Taking the lines below one at a time, count those with the string "высоты" and give the result alone.

· · ·

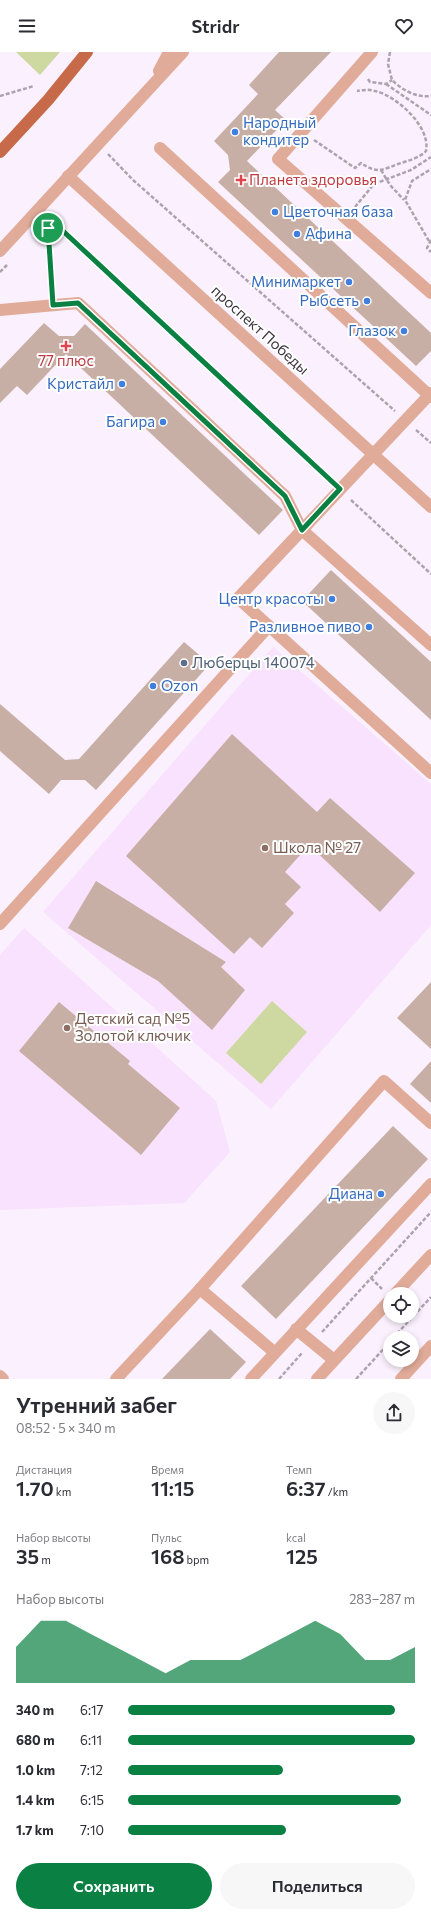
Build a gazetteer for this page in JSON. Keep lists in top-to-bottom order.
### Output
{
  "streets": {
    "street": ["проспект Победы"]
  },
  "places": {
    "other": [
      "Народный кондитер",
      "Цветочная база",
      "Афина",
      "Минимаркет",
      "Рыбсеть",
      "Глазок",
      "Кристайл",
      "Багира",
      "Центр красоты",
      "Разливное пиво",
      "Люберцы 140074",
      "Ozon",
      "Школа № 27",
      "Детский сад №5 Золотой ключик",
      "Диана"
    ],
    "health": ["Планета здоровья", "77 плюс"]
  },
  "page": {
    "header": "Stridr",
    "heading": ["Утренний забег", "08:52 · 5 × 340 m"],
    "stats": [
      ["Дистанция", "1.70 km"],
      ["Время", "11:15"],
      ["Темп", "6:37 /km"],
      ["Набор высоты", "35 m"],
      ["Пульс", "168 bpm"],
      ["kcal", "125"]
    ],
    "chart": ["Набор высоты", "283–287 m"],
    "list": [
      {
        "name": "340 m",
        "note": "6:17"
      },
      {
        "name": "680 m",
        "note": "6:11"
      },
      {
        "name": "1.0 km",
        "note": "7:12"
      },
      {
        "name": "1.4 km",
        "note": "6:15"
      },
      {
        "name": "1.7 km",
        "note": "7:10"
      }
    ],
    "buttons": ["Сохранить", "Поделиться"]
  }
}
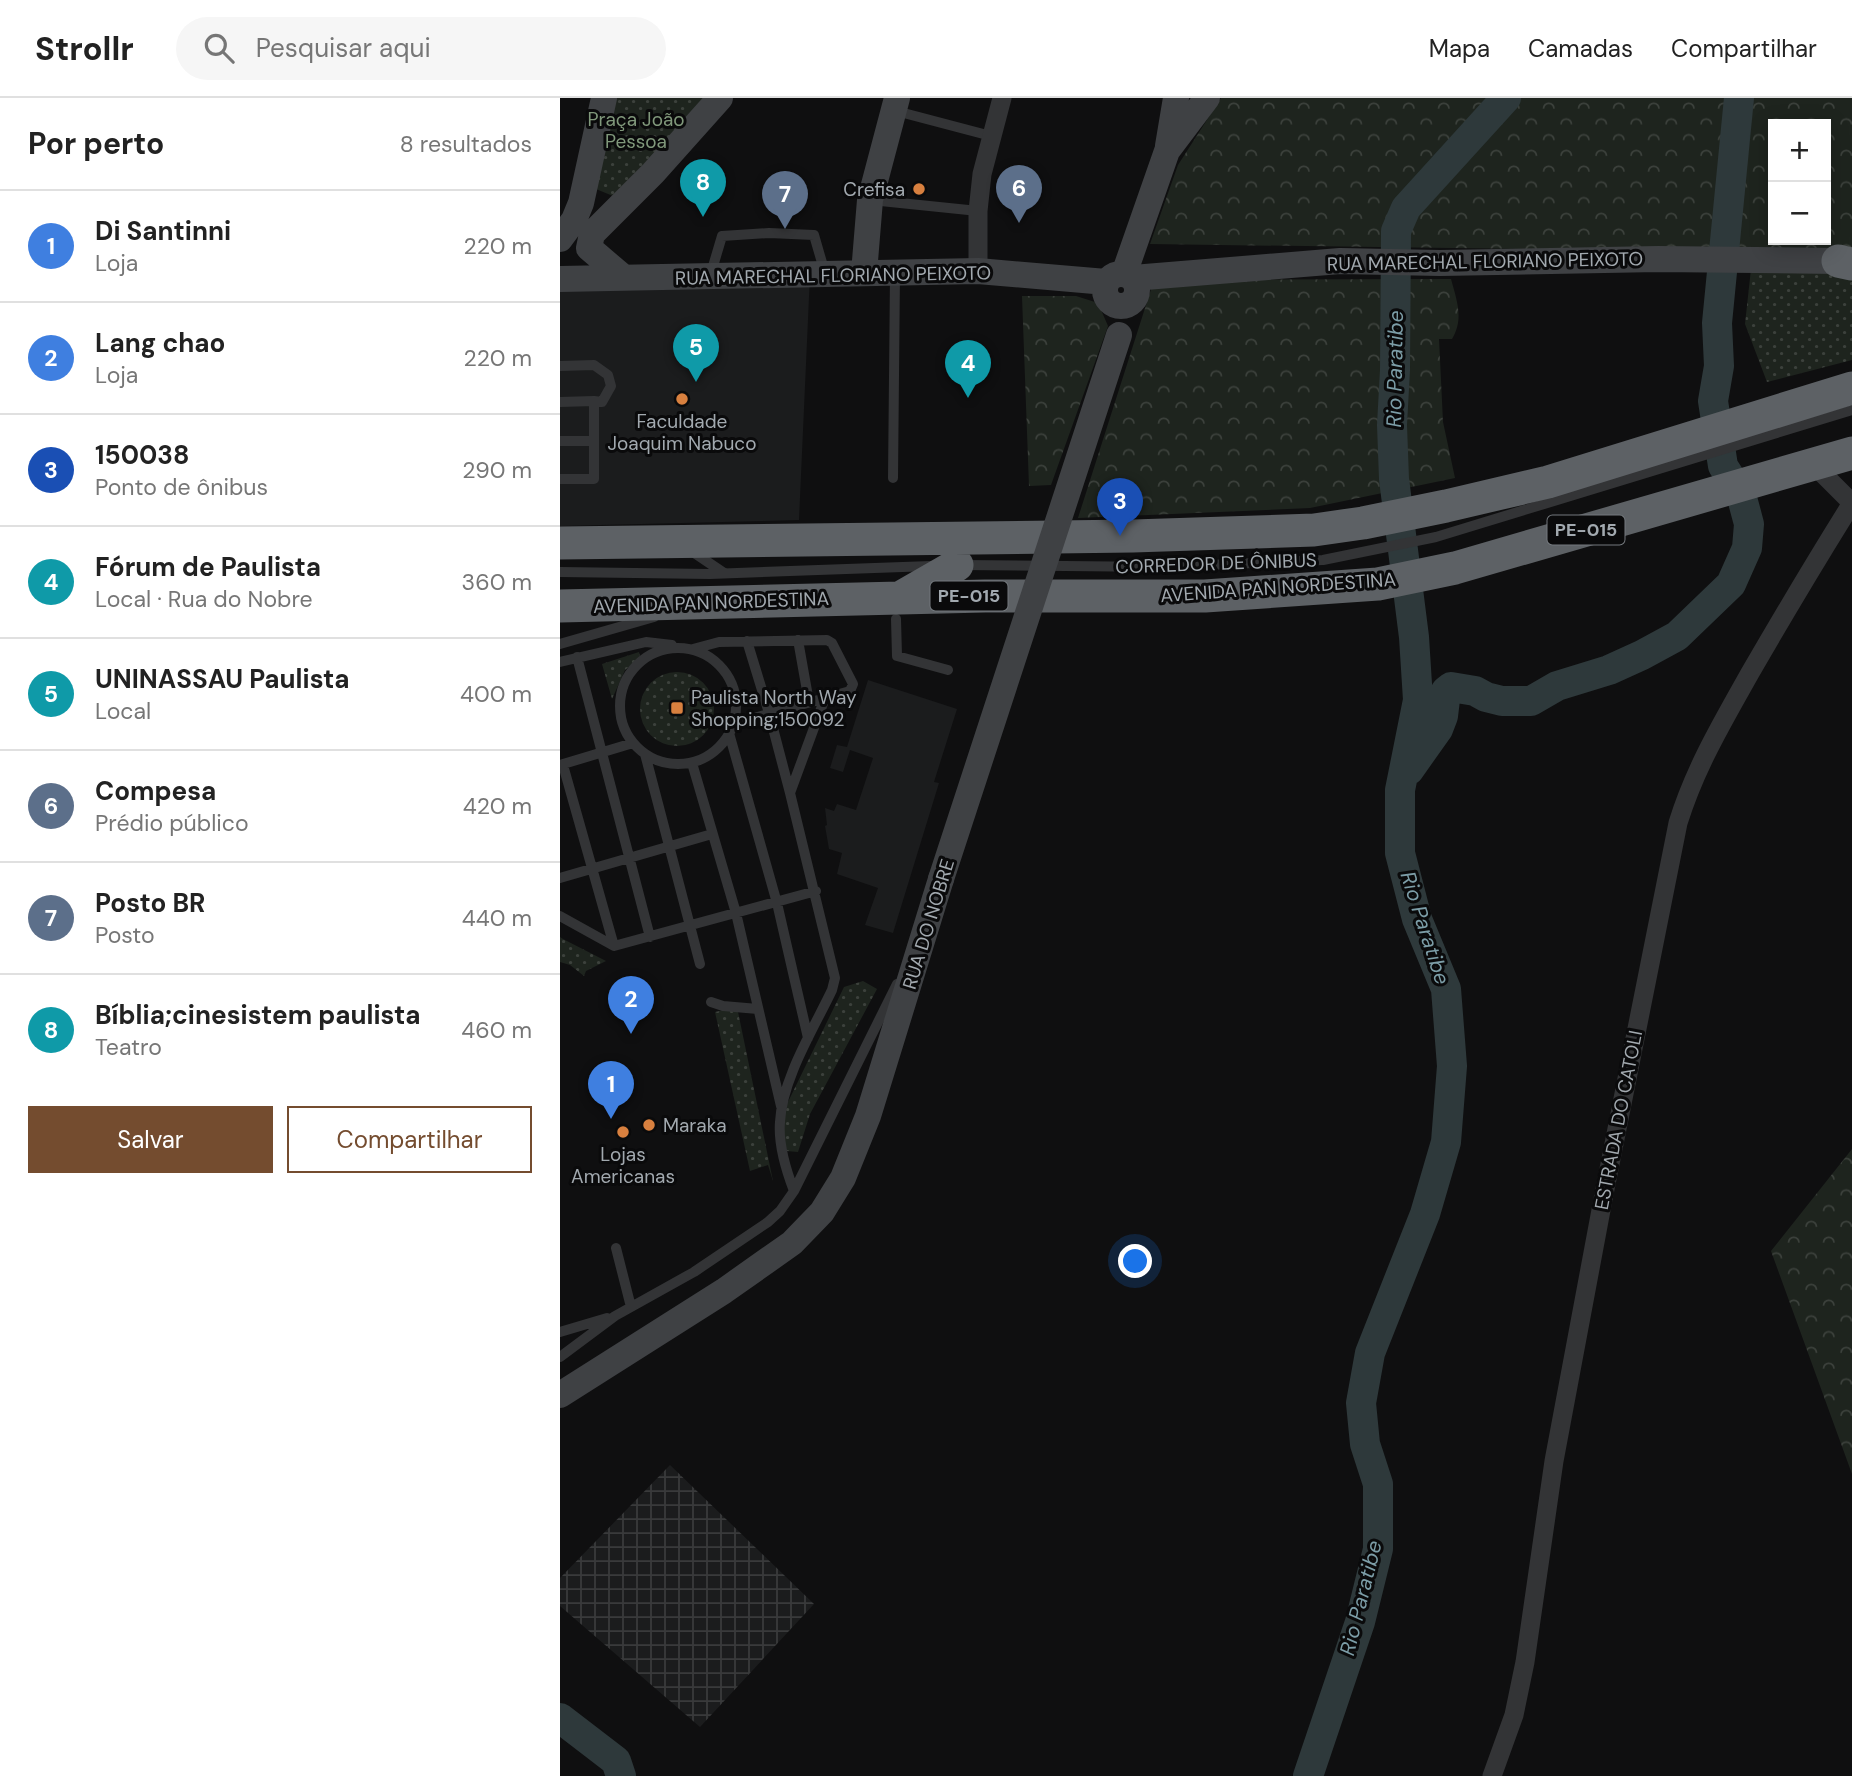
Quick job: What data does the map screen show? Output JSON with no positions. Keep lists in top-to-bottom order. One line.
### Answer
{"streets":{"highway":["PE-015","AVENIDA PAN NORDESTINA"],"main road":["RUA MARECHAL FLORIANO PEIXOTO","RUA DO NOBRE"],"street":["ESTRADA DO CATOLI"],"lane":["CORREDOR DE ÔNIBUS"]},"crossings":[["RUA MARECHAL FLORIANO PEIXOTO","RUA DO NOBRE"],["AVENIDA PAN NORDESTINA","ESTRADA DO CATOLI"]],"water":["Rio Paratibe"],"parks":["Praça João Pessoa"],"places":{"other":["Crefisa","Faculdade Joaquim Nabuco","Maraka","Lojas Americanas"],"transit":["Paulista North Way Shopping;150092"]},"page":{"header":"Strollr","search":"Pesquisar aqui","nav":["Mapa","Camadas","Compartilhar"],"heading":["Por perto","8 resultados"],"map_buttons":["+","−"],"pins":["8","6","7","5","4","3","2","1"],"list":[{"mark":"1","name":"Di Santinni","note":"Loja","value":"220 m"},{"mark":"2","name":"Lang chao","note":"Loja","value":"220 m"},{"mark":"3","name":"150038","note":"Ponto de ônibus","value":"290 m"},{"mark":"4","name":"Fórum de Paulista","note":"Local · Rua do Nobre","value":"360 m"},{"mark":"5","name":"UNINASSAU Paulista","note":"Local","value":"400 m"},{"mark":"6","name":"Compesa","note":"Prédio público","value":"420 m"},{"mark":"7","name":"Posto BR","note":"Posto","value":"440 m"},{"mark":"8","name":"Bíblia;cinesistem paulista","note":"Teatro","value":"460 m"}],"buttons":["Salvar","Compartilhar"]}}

· · ·

• Task result: 2